Guatemalan television network

Canal 7 (Canal Siete, formerly Televicentro and Televisiete) is a Guatemalan terrestrial television channel owned by Grupo Chapín TV, a subsidiary of Remigio Ángel González's Albavisión group. Similar to sister channel Canal 3, the channel has a generalist profile and also airs programming from Univision.

==History==
Televicentro launched on December 15, 1964 under the TGBO-TV calls, with a daily schedule between 5pm and 11pm. The station was founded by the El Imparcial newspaper, with initial funding costing 250,000 quetzales and with video taping equipment worth 80,000 quetzales. At launch, the channel covered 80% of the Guatemalan territory. On December 5, 1965, the channel faced internal problems among shareholders, with José Quiñones as interventor.

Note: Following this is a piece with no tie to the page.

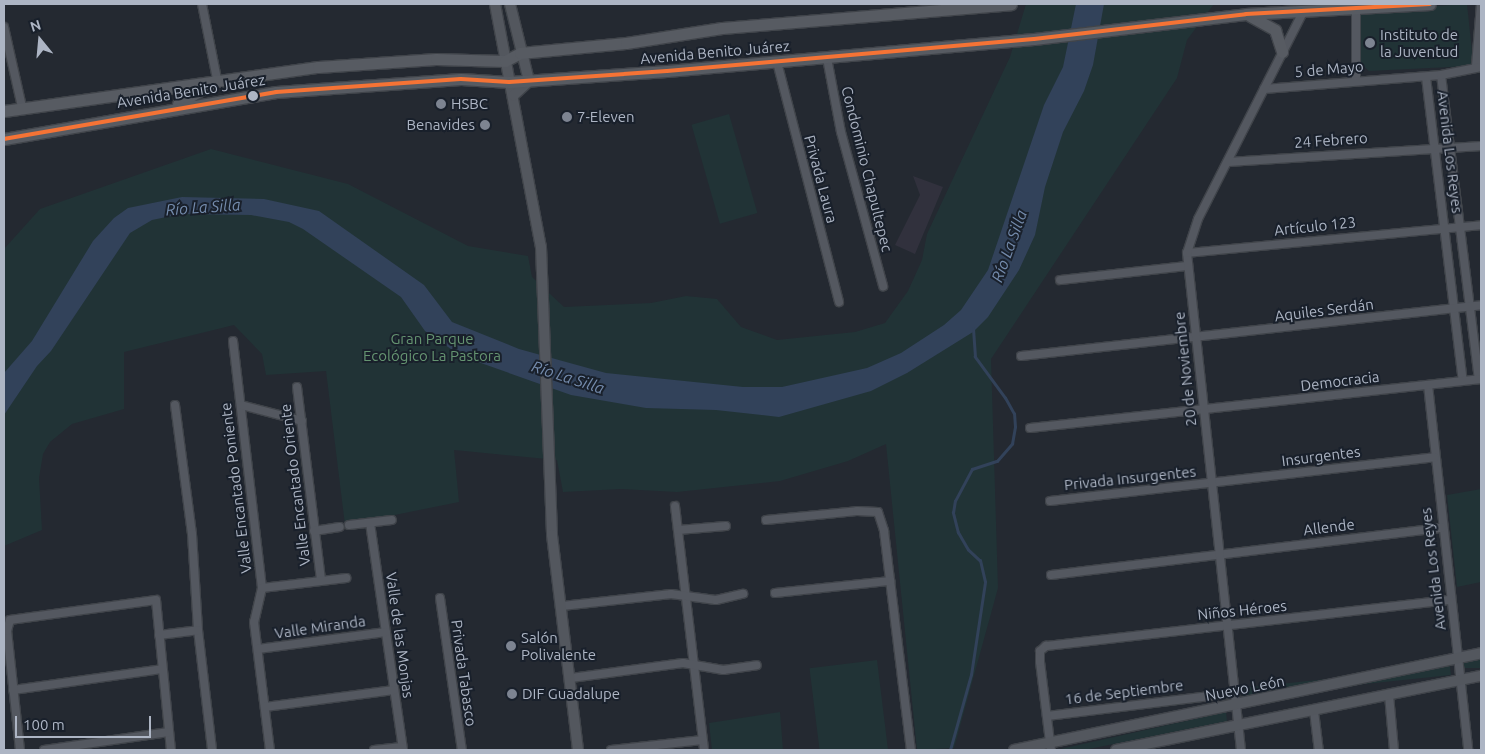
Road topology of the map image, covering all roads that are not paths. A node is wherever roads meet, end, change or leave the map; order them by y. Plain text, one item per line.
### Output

One of its initial successes was its sports telecasts, especially of the Guatemalan soccer league, however the bulk of its programming consisted in movies and television series produced in both Mexico and the United States, much like what happened with Canal 3. The hiring of foreign experts at the station and the installation of repeaters in the Guatemalan interior regions led to an increase in ratings but a stiff competition with Canal 3.

Around 1977, the channel was renamed Televisiete, changed their callsigns to TGVG-TV, likely due to its relations with Televisa.

The station is acquired by Alba Lorenzana Cardona, wife of Remigio Ángel González, in 1980. Televisiete's parent company Televisiete S.A. controls Indetel S.A. in Ecuador, which runs La Tele. With the appearance of González and Cardona, the station specialized more in relaying Mexican programming. In 1987, the station launched the Notisiete newscast.